FAQs about the new flu vaccines

3 minute read


Professor Allen Cheng tells us what GPs are asking as the new flu season approaches


GP clinics are already filling their fridges with the two new influenza vaccines for older people in preparation for this year’s flu season.

This is the first year that the Fluzone High-dose vaccine and the Fluad adjuvanted vaccine will be made available free of charge to people aged 65 and over. These vaccines are given as a single dose per flu season.

“We’ve been asked a lot of questions this year,” said Allen Cheng, a professor in infectious disease epidemiology at Monash University. “One of the questions that I get is: ‘How much better are these vaccines going to be?’”
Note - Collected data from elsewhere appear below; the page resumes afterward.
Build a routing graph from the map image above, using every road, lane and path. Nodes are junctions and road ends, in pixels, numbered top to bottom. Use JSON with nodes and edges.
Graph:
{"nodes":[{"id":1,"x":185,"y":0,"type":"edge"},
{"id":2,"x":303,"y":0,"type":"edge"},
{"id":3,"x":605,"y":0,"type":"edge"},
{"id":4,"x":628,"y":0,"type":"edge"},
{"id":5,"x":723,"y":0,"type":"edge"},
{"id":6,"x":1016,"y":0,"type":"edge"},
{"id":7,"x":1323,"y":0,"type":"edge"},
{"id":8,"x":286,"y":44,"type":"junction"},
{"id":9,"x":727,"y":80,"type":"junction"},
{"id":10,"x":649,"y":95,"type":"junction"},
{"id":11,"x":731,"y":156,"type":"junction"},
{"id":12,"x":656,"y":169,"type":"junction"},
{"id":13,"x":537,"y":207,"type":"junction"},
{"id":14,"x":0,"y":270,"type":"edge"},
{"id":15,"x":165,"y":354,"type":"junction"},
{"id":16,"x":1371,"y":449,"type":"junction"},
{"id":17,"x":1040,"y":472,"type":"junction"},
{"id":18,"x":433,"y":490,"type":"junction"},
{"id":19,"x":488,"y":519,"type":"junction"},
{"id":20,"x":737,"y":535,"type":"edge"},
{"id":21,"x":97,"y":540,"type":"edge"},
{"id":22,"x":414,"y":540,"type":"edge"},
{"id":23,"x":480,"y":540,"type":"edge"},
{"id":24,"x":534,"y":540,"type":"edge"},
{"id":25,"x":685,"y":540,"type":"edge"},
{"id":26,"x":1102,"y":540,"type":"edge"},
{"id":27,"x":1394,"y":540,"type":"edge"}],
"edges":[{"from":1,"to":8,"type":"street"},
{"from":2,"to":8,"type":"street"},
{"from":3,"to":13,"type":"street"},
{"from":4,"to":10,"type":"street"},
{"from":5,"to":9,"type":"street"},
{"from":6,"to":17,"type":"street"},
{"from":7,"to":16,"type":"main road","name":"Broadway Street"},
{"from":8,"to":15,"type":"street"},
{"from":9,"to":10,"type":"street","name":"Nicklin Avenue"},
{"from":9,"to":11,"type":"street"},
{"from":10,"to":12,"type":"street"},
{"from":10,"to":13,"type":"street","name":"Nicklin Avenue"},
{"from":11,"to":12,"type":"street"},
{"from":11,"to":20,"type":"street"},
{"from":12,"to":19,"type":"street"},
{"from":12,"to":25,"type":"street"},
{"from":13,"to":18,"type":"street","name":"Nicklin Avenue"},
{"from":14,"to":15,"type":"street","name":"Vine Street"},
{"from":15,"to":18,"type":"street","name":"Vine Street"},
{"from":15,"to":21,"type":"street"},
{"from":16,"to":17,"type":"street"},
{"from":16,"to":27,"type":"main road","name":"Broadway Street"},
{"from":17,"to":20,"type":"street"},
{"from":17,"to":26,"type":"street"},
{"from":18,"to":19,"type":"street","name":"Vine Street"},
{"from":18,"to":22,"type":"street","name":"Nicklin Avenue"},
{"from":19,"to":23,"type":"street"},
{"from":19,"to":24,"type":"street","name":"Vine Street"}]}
The two new trivalent high dose vaccines are around 24% more effective than the standard quadrivalent flu vaccine.

Fluzone High-dose contains four times the amount of antigen as a standard vaccine, while Fluad contains the adjuvant MF59, which enhances the immune response in older people.

The new vaccines immunise against H1N1, H3N2, and one B strain, but do not include protection against a rarer B influenza strain.
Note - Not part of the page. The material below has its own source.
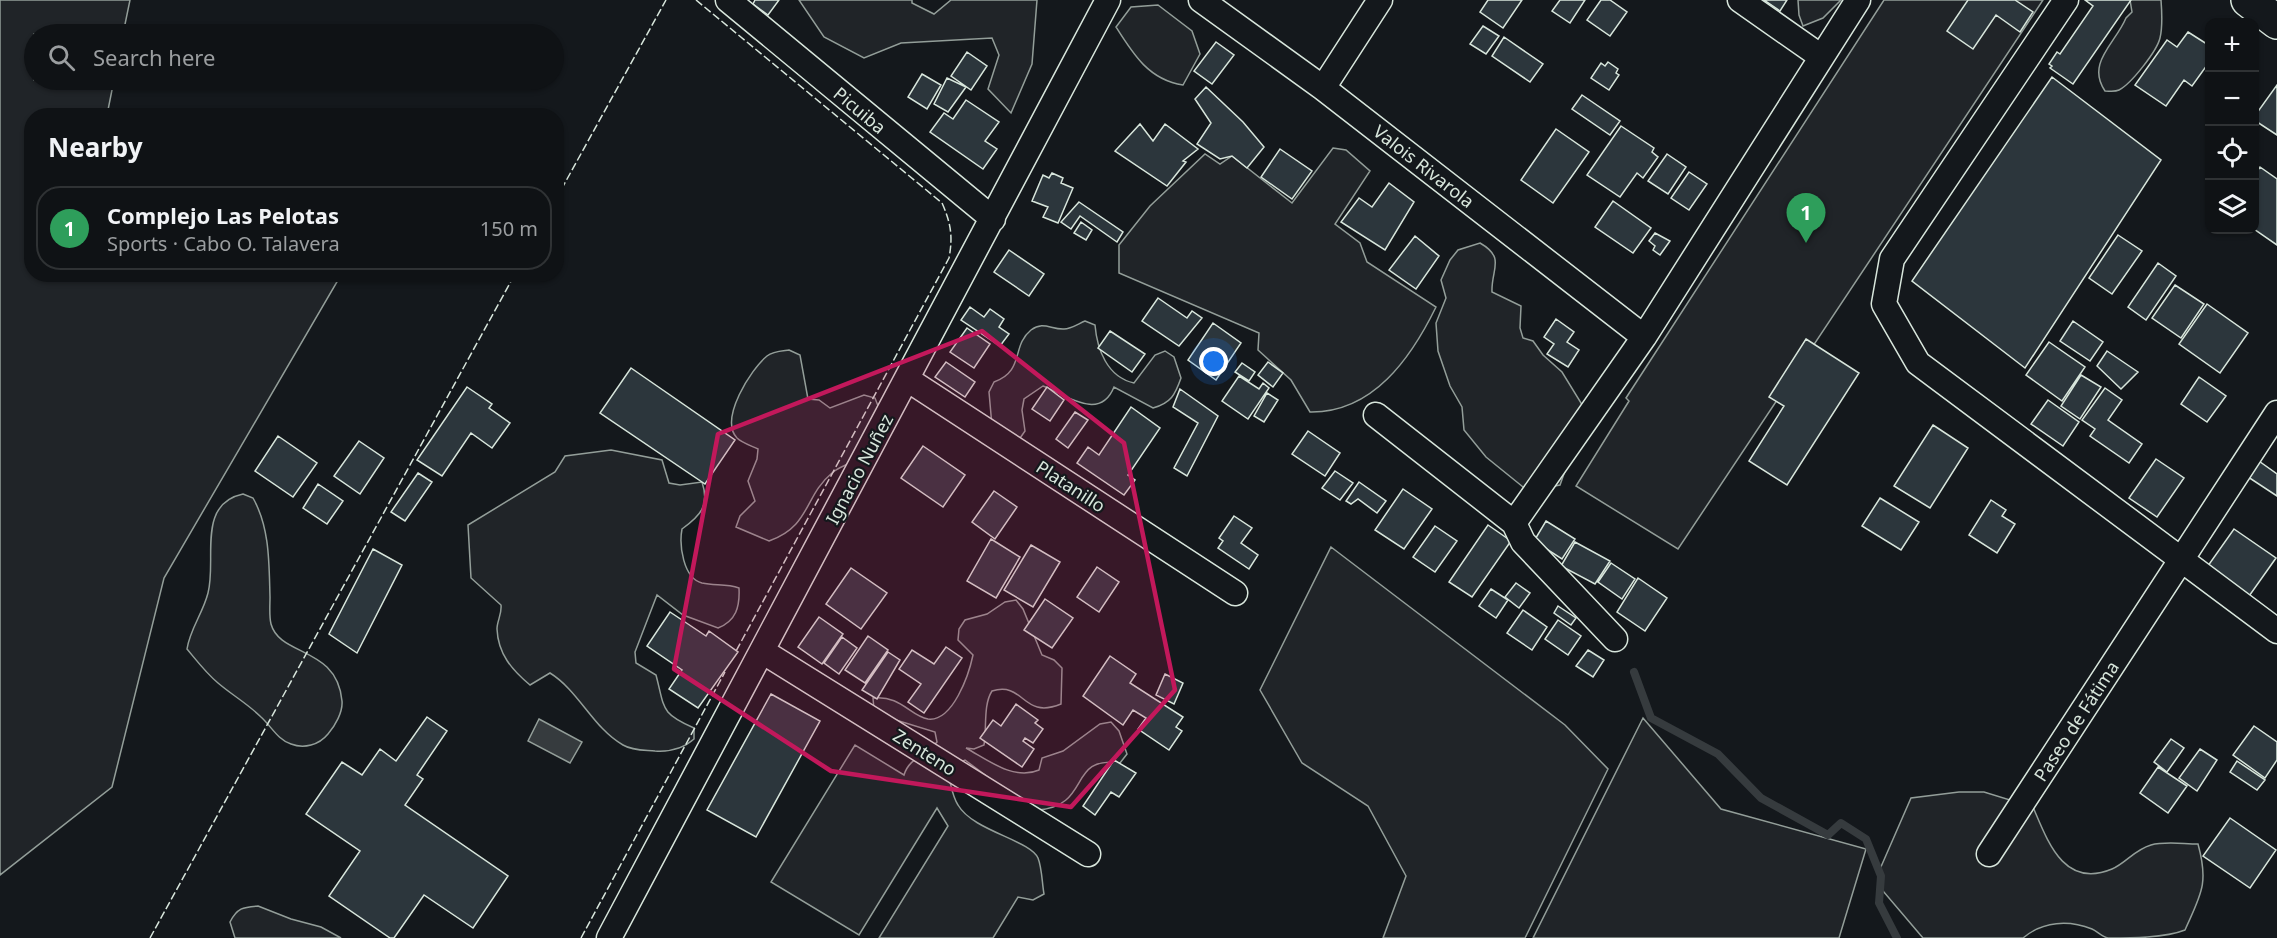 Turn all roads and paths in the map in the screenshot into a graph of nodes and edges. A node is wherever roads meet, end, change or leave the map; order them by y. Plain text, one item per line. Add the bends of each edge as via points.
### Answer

The general consensus was that it was better to give older people enhanced protection against the three most common strains of influenza than to give them weaker protection against all four strains, Professor Cheng said.

“Another question I get is: ‘If someone really doesn’t want flu, should they get both vaccines?’” he said.

Generally, the answer is no, because there is no data to show that two vaccines are better than one.

Some GPs have also asked about giving patients who are younger than 65 the high-dose or adjuvanted vaccines if those patients have immunosuppression or a chronic disease such rheumatoid arthritis.

Again, there wasn’t any evidence to support the use of the higher dose vaccine in people younger than 65 so it was not currently recommended, Professor Cheng said. However, this could change if more studies are conducted in the future.

Another common question is: “Should we vaccinate patients earlier than recommended if we think they are vulnerable and run the risk of the vaccine becoming less effective over the season or is it better to postpone giving the vaccine until closer to the peak flu season?” Due to waning immunity, it is recommended that patients are vaccinated against influenza around May to June instead of earlier in the year.

GPs have to balance the risk of vaccinating too early against the risk that patients will not return for a vaccination at all.

“That is always a really difficult question,” Professor Cheng said.

“In April you’ve always got to ask, are you going to see this patient again before the flu season starts? It’s a case-by-case thing obviously, and you have to make that judgment based on who you’ve got in front of you.”